One was taken from the Lake and the other from the River, but such distinction did not figure in awarding the title of world champion to the lesser of the two fishes. The record is not held by the fish, but by the fisherman who catches the fish using sport-regulated tackle, and whereas the record holder used rod and line, the bigger non-record holder was taken from the river by being lifted by the strong hands of the man who found it wedged between two rocks on the river’s bed.
So, although it is bigger than the champion, it has to take a back seat. There is a moral in this tale for those who do not like work, because both the champ and the should-be champ hied to the spot where the livin’ was easy, so neither takes preference on that score.
So can we learn anything from this fishtale? Perhaps only this, that even though both easy-feeders grew fat without effort, both of them were caught and demised, and even though both of them are feted, albeit in different ways, there is probably no such thing as a happy corpse, whether it be a fish taken before its time, or a human being gone to glory before their work is done.

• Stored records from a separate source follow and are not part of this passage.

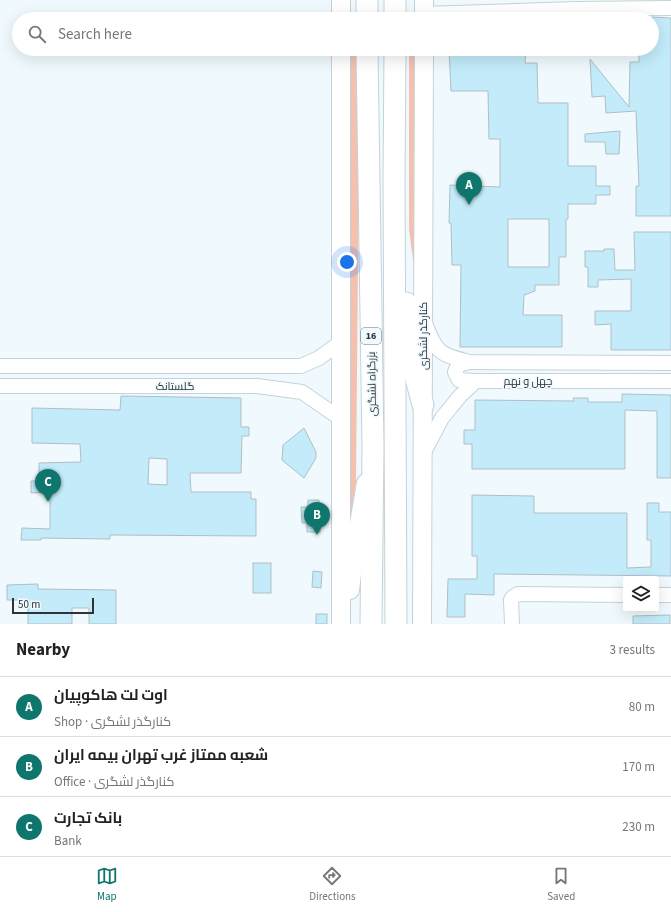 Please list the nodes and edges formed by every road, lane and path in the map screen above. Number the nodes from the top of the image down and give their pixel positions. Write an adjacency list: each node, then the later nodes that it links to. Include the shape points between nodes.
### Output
1 (341, 0): 6 (main road)
2 (367, 0): 7 (highway)
3 (395, 0): 8 (highway)
4 (671, 8): 5 (street)
5 (424, 11)
6 (341, 12)
7 (367, 12)
8 (395, 12)
9 (341, 56): 15 (main road)
10 (367, 56): 24 (highway, بزرگراه لشگری / 16)
11 (395, 56): 13 (highway, بزرگراه لشگری / 16)
12 (424, 56): 14 (main road, کنارگذر لشگری)
13 (394, 202): 22 (highway, via 413,367); 32 (highway, بزرگراه لشگری / 16)
14 (423, 320): 16 (street, چهل و نهم, via 438,351); 22 (main road, کنارگذر لشگری)
15 (341, 342): 18 (street, گلستانک, via 319,358 301,366); 23 (main road)
16 (470, 362): 17 (street, چهل و نهم); 20 (street, چهل و نهم, via 458,365 455,372 460,380)
17 (671, 363)
18 (0, 366)
19 (671, 381): 20 (street, چهل و نهم)
20 (476, 382): 25 (street, via 460,396 442,418)
21 (0, 386): 23 (street, گلستانک, via 257,386 302,392)
22 (423, 405): 25 (main road, کنارگذر لشگری)
23 (341, 419): 29 (main road)
24 (373, 447): 30 (main road, via 356,541); 31 (highway, بزرگراه لشگری / 16)
25 (423, 455): 33 (main road, کنارگذر لشگری)
26 (623, 595): 34 (street, via 518,594 511,600)
27 (659, 595): 28 (street)
28 (671, 596)
29 (340, 624)
30 (347, 624)
31 (371, 624)
32 (396, 624)
33 (422, 624)
34 (512, 624)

As Eliza R Snow wrote, ‘The time is far spent," so idling, as attractive as it seems, and easy pickings, as tempting as they may be, provide us with a false sense of security that might well lead to our undoing.
So, if you are ever fortunate enough to get to Libby Montana, take a peek at both trout, marvel at their beauty, be astonished at their sizes, wonder at the circumstances of their captures, but take warning from their fate and how they came to it.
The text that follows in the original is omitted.